A full hour after the time specified in the note, he left, a pale approximation of the man he had been earlier that morning.
There was another note on his bedroll, equally brief. The second meeting was on the far side of the city with bare minutes to spare. Ros didn’t question the need for haste. Adi must have been delayed, surely, and all explanations would be rendered unnecessary by her presence. Barely stopping to draw breath, he sprinted along the dusty thoroughfares and carriageways, dodging and weaving when crowds failed to part before him.
He arrived almost punctually, breathing heavily and casting about for her in the halls of the city library. It was cool and quiet within. Too quiet: his urgent calling and searching were not welcome. Undaunted he peered into every nook and cranny and through every door, pushing books aside when faces were obscured. He left only when certain that the chambers were empty of the one he sought. He had missed her.
Furious at his ill fortune, he hurried back to the doss-house in case another note had arrived.
It had, but this time he did not immediately open it. He held it gently in his hand. Like a dead moth, it could be crushed in an instant, and for a dozen breaths he was tempted. This insubstantial yet weighty thing could lead him on another fruitless quest. Without proof that it was from Adi, he would be unwise to hurry anywhere.
With new circumspection, Ros opened the letter. It contained the same as before, only this time there was even less opportunity to make the rendezvous.
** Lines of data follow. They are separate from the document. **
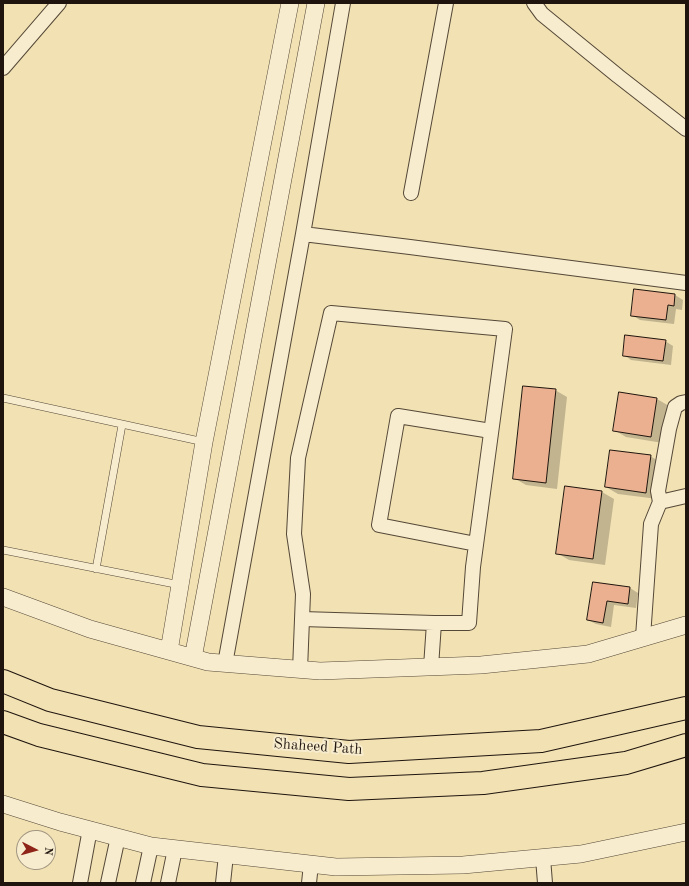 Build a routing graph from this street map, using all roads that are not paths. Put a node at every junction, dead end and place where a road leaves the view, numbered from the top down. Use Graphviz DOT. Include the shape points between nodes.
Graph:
graph roads {
  1 [pos="59,3"];
  2 [pos="290,3"];
  3 [pos="316,3"];
  4 [pos="343,3"];
  5 [pos="446,3"];
  6 [pos="537,4"];
  7 [pos="3,68"];
  8 [pos="686,129"];
  9 [pos="411,193"];
  10 [pos="303,234"];
  11 [pos="686,283"];
  12 [pos="3,398"];
  13 [pos="686,402"];
  14 [pos="122,425"];
  15 [pos="491,431"];
  16 [pos="204,442"];
  17 [pos="686,496"];
  18 [pos="660,502"];
  19 [pos="476,544"];
  20 [pos="3,550"];
  21 [pos="96,569"];
  22 [pos="180,586"];
  23 [pos="3,597"];
  24 [pos="302,619"];
  25 [pos="434,623"];
  26 [pos="686,624"];
  27 [pos="643,637"];
  28 [pos="169,651"];
  29 [pos="193,658"];
  30 [pos="225,664"];
  31 [pos="431,667"];
  32 [pos="300,670"];
  33 [pos="3,681"];
  34 [pos="686,708"];
  35 [pos="3,722"];
  36 [pos="686,745"];
  37 [pos="3,804"];
  38 [pos="90,829"];
  39 [pos="686,832"];
  40 [pos="118,837"];
  41 [pos="151,846"];
  42 [pos="175,849"];
  43 [pos="226,855"];
  44 [pos="543,858"];
  45 [pos="311,864"];
  46 [pos="80,883"];
  47 [pos="108,883"];
  48 [pos="143,883"];
  49 [pos="168,883"];
  50 [pos="223,883"];
  51 [pos="310,883"];
  52 [pos="545,883"];
  1 -- 7 [label="street"];
  2 -- 16 [label="street"];
  3 -- 29 [label="street"];
  4 -- 10 [label="street"];
  5 -- 9 [label="street"];
  6 -- 8 [label="street" via="542,14"];
  10 -- 11 [label="street"];
  10 -- 30 [label="street"];
  12 -- 14 [label="lane"];
  13 -- 18 [label="street" via="675,407 669,429 658,491"];
  14 -- 16 [label="lane"];
  14 -- 21 [label="lane"];
  15 -- 19 [label="street"];
  15 -- 19 [label="street" via="398,416 379,525"];
  15 -- 24 [label="street" via="505,329 331,313 298,458 294,534 303,594"];
  16 -- 22 [label="street"];
  17 -- 18 [label="street"];
  18 -- 27 [label="street" via="651,524"];
  19 -- 25 [label="street" via="469,623"];
  20 -- 21 [label="lane"];
  21 -- 22 [label="lane"];
  22 -- 28 [label="street"];
  23 -- 28 [label="street" via="90,629"];
  24 -- 25 [label="street"];
  24 -- 32 [label="street"];
  25 -- 31 [label="street"];
  26 -- 27 [label="street"];
  27 -- 31 [label="street" via="588,654 481,665"];
  28 -- 29 [label="street"];
  29 -- 30 [label="street"];
  30 -- 32 [label="street"];
  31 -- 32 [label="street"];
  33 -- 34 [label="highway, Shaheed Path" via="50,700 198,737 349,752 541,741"];
  35 -- 36 [label="highway" via="40,735 202,775 349,789 483,783 626,763"];
  37 -- 38 [label="street"];
  38 -- 40 [label="street"];
  38 -- 46 [label="street"];
  39 -- 44 [label="street" via="581,854"];
  40 -- 41 [label="street"];
  40 -- 47 [label="street"];
  41 -- 42 [label="street"];
  41 -- 48 [label="street"];
  42 -- 43 [label="street"];
  42 -- 49 [label="street"];
  43 -- 45 [label="street"];
  43 -- 50 [label="street"];
  44 -- 45 [label="street" via="463,865 336,867"];
  44 -- 52 [label="street"];
  45 -- 51 [label="street"];
} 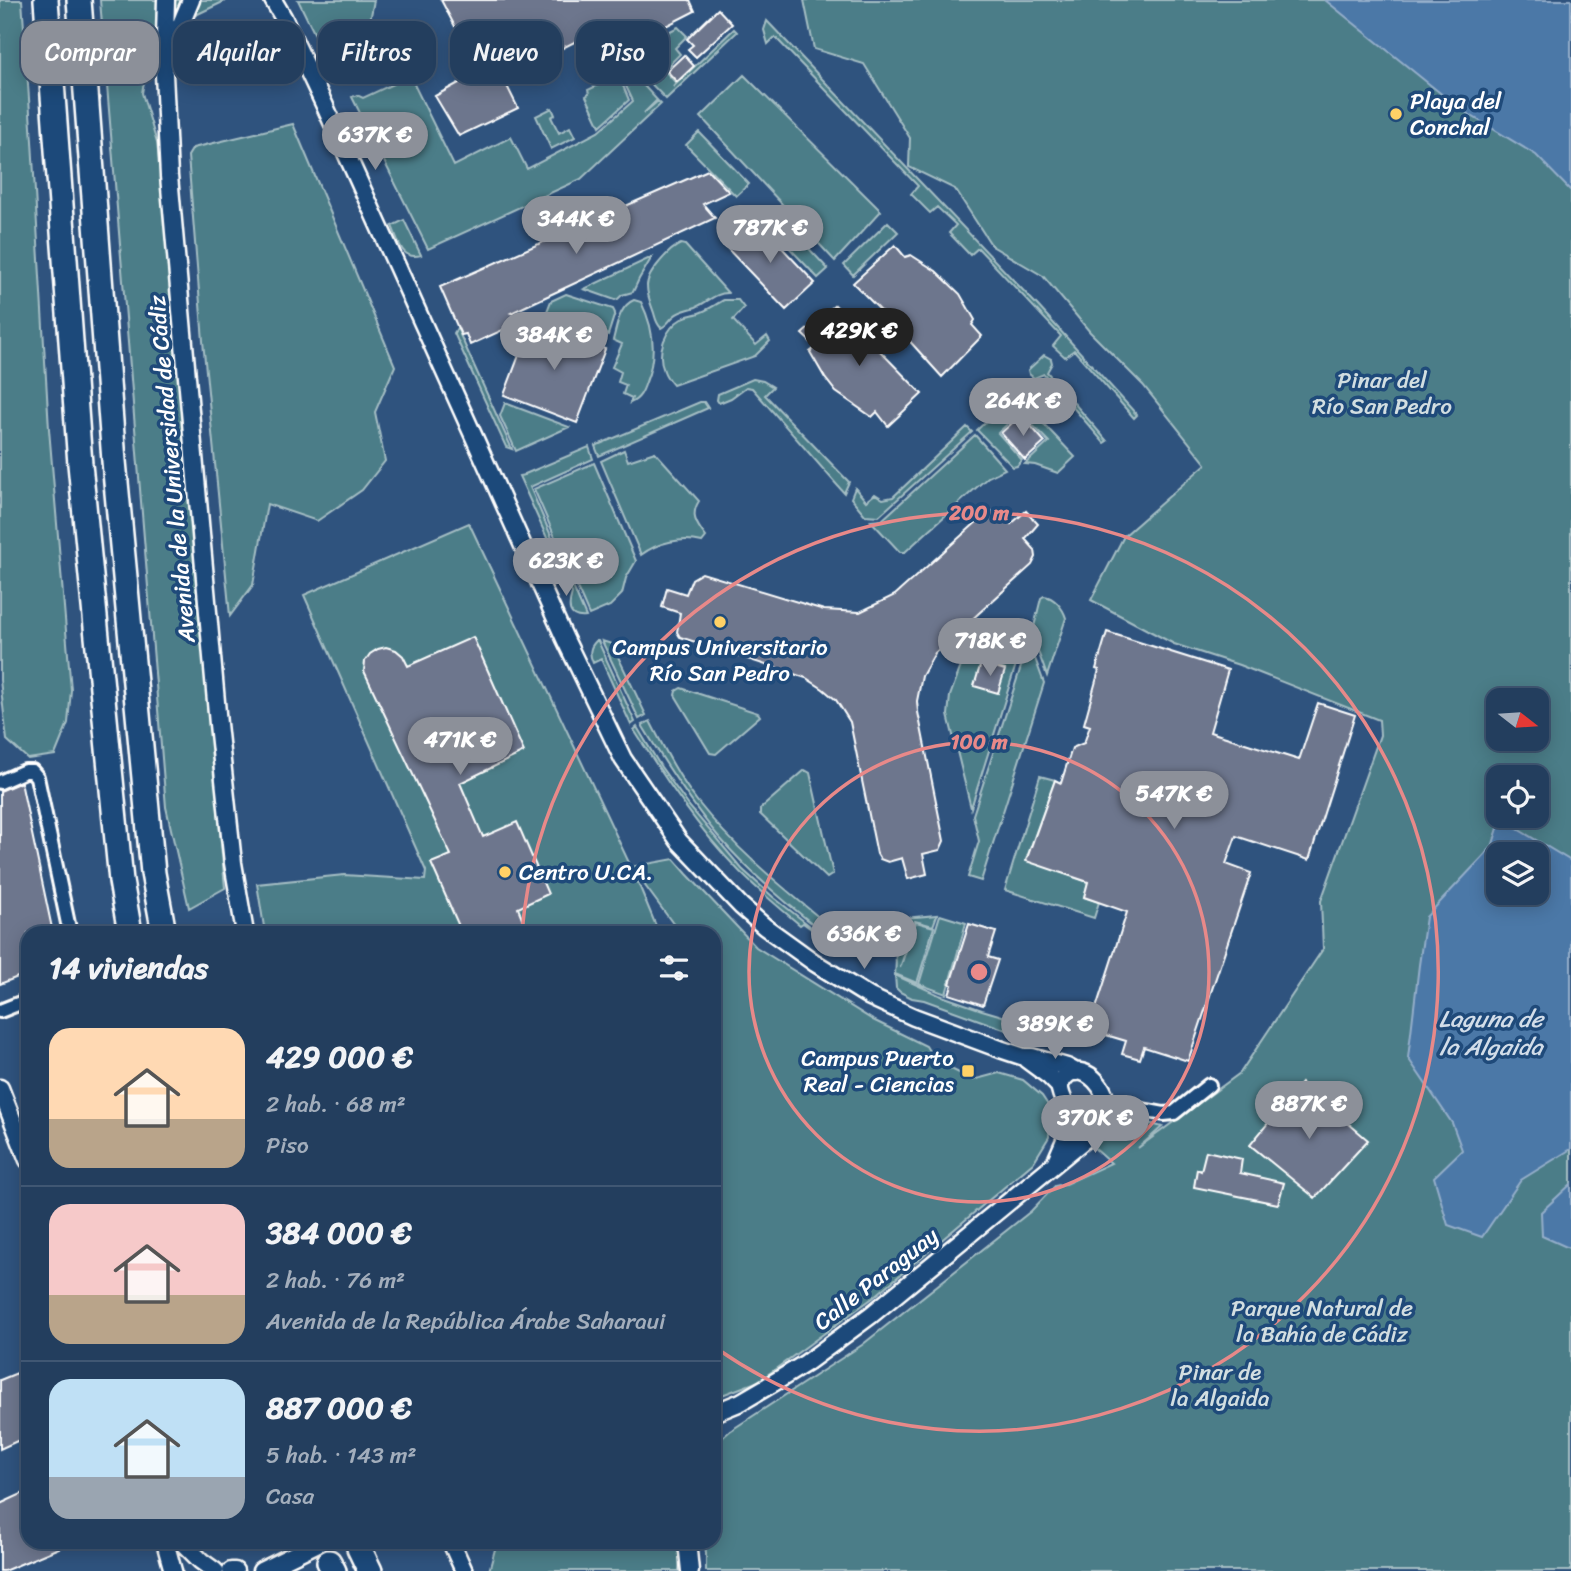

No, he told himself. He was not at anyone’s beck and call. This test of loyalty, if such it was, would be answered by a test of his own.
Folding the note into halves and slipping it back onto his bedroll, he exited the doss-house and made as if to follow the route required.
When he was certain he wasn’t being shadowed, he doubled-back and procured a vantage-point atop the building adjacent to the doss-house, from which location he could clearly see the entrance. There he would wait until the next note arrived. When it did, he would follow it back to the source.
* * * *
Night fell, and with it his spirits. Master Pukje’s final test — surviving the same, at any rate — had left Ros feeling prepared for anything. There had been no graduation ceremony, just the assumption of knowledge, of responsibility, of adulthood. He was his own man now, or ought to be.
Not that he hadn’t already experienced a large measure of doubt on his way to the city. He had little experience with women, having met barely a dozen since his apprenticeship began and known none of them intimately. He couldn’t guess what might be going through Adi’s mind, just as he wasn’t entirely sure what was going through his own.
He didn’t want to think that she was behind this strange sequence of events. After all, hadn’t she encouraged him to come to her the moment his apprenticeship was finished? Why would she take advantage of his gullibility like this? He was sure now that it couldn’t be her. It flew in the face of the memories he had treasured for so long.
Numerous people passed through the six-sided courtyard off which the doss-house lay. None of them were Adi; none of them came bearing notes or displaying any signs of conspiracy against him. As the night deepened, he began to feel foolish and upbraided himself for his paranoia. Master Pukje would have harsh words to offer if he ever learned of this. And so would Adi. She tolerated neither untimeliness nor inconvenience, and he had offered her nothing but both, so far. He looked forward to the day when they could laugh about this together, as they might many other anecdotes from their long betrothal.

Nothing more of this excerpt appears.